▶ _EXERCISE GOAL_
Nothing but the pictures should be left out when the entries below are duplicated.

Dataset records:
______________________________
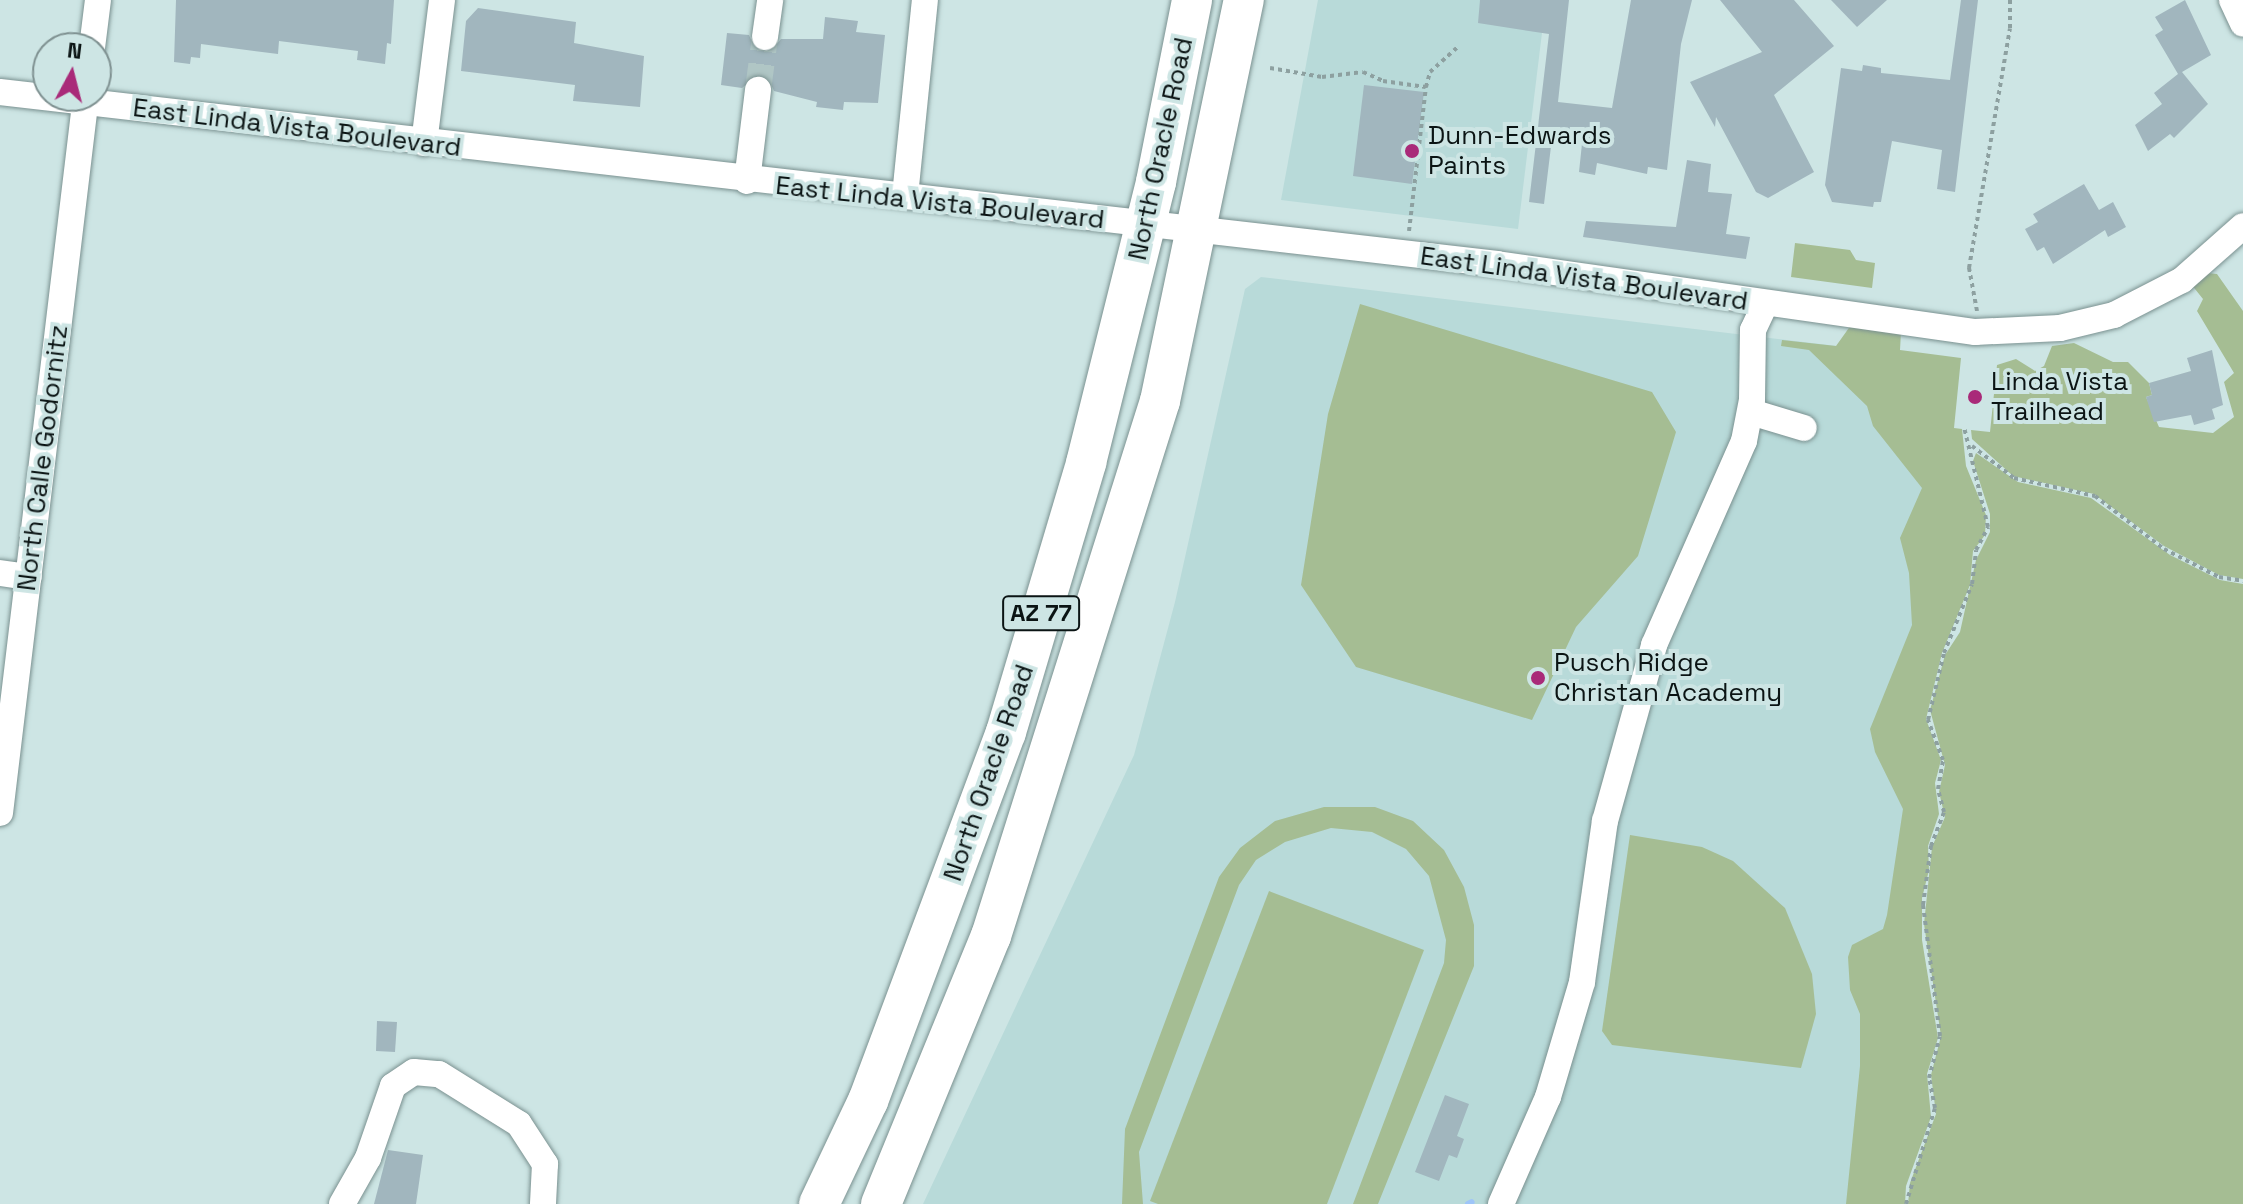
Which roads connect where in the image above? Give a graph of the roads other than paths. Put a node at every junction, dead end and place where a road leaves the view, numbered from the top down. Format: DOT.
graph roads {
  1 [pos="98,0"];
  2 [pos="442,0"];
  3 [pos="770,0"];
  4 [pos="925,0"];
  5 [pos="1192,0"];
  6 [pos="1244,0"];
  7 [pos="2232,0"];
  8 [pos="2243,24"];
  9 [pos="94,32"];
  10 [pos="765,37"];
  11 [pos="758,90"];
  12 [pos="0,92"];
  13 [pos="32,95"];
  14 [pos="112,102"];
  15 [pos="84,112"];
  16 [pos="424,143"];
  17 [pos="747,181"];
  18 [pos="905,196"];
  19 [pos="1146,226"];
  20 [pos="2243,226"];
  21 [pos="1199,232"];
  22 [pos="1764,306"];
  23 [pos="1751,406"];
  24 [pos="1804,428"];
  25 [pos="0,573"];
  26 [pos="29,577"];
  27 [pos="0,813"];
  28 [pos="342,1204"];
  29 [pos="543,1204"];
  30 [pos="819,1204"];
  31 [pos="881,1204"];
  32 [pos="1501,1204"];
  1 -- 9 [label="street"];
  2 -- 16 [label="street"];
  3 -- 10 [label="street"];
  4 -- 18 [label="street"];
  5 -- 19 [label="highway, North Oracle Road / AZ 77"];
  6 -- 21 [label="highway, North Oracle Road / AZ 77"];
  7 -- 8 [label="street"];
  11 -- 17 [label="street"];
  12 -- 13 [label="street, East Linda Vista Boulevard"];
  14 -- 16 [label="street, East Linda Vista Boulevard"];
  15 -- 26 [label="street, North Calle Godornitz"];
  16 -- 17 [label="street, East Linda Vista Boulevard"];
  17 -- 18 [label="street, East Linda Vista Boulevard"];
  18 -- 19 [label="street, East Linda Vista Boulevard"];
  19 -- 21 [label="street, East Linda Vista Boulevard"];
  19 -- 30 [label="highway, North Oracle Road / AZ 77"];
  20 -- 22 [label="street, East Linda Vista Boulevard"];
  21 -- 22 [label="street, East Linda Vista Boulevard"];
  21 -- 31 [label="highway, North Oracle Road / AZ 77"];
  22 -- 23 [label="street"];
  23 -- 24 [label="street"];
  23 -- 32 [label="street"];
  25 -- 26 [label="street"];
  26 -- 27 [label="street, North Calle Godornitz"];
  28 -- 29 [label="street"];
}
______________________________
▶ _ANSWER BOX_
Which roads connect where in the image above? Give a graph of the roads other than paths. Put a node at every junction, dead end and place where a road leaves the view, numbered from the top down. Format: DOT.
graph roads {
  1 [pos="98,0"];
  2 [pos="442,0"];
  3 [pos="770,0"];
  4 [pos="925,0"];
  5 [pos="1192,0"];
  6 [pos="1244,0"];
  7 [pos="2232,0"];
  8 [pos="2243,24"];
  9 [pos="94,32"];
  10 [pos="765,37"];
  11 [pos="758,90"];
  12 [pos="0,92"];
  13 [pos="32,95"];
  14 [pos="112,102"];
  15 [pos="84,112"];
  16 [pos="424,143"];
  17 [pos="747,181"];
  18 [pos="905,196"];
  19 [pos="1146,226"];
  20 [pos="2243,226"];
  21 [pos="1199,232"];
  22 [pos="1764,306"];
  23 [pos="1751,406"];
  24 [pos="1804,428"];
  25 [pos="0,573"];
  26 [pos="29,577"];
  27 [pos="0,813"];
  28 [pos="342,1204"];
  29 [pos="543,1204"];
  30 [pos="819,1204"];
  31 [pos="881,1204"];
  32 [pos="1501,1204"];
  1 -- 9 [label="street"];
  2 -- 16 [label="street"];
  3 -- 10 [label="street"];
  4 -- 18 [label="street"];
  5 -- 19 [label="highway, North Oracle Road / AZ 77"];
  6 -- 21 [label="highway, North Oracle Road / AZ 77"];
  7 -- 8 [label="street"];
  11 -- 17 [label="street"];
  12 -- 13 [label="street, East Linda Vista Boulevard"];
  14 -- 16 [label="street, East Linda Vista Boulevard"];
  15 -- 26 [label="street, North Calle Godornitz"];
  16 -- 17 [label="street, East Linda Vista Boulevard"];
  17 -- 18 [label="street, East Linda Vista Boulevard"];
  18 -- 19 [label="street, East Linda Vista Boulevard"];
  19 -- 21 [label="street, East Linda Vista Boulevard"];
  19 -- 30 [label="highway, North Oracle Road / AZ 77"];
  20 -- 22 [label="street, East Linda Vista Boulevard"];
  21 -- 22 [label="street, East Linda Vista Boulevard"];
  21 -- 31 [label="highway, North Oracle Road / AZ 77"];
  22 -- 23 [label="street"];
  23 -- 24 [label="street"];
  23 -- 32 [label="street"];
  25 -- 26 [label="street"];
  26 -- 27 [label="street, North Calle Godornitz"];
  28 -- 29 [label="street"];
}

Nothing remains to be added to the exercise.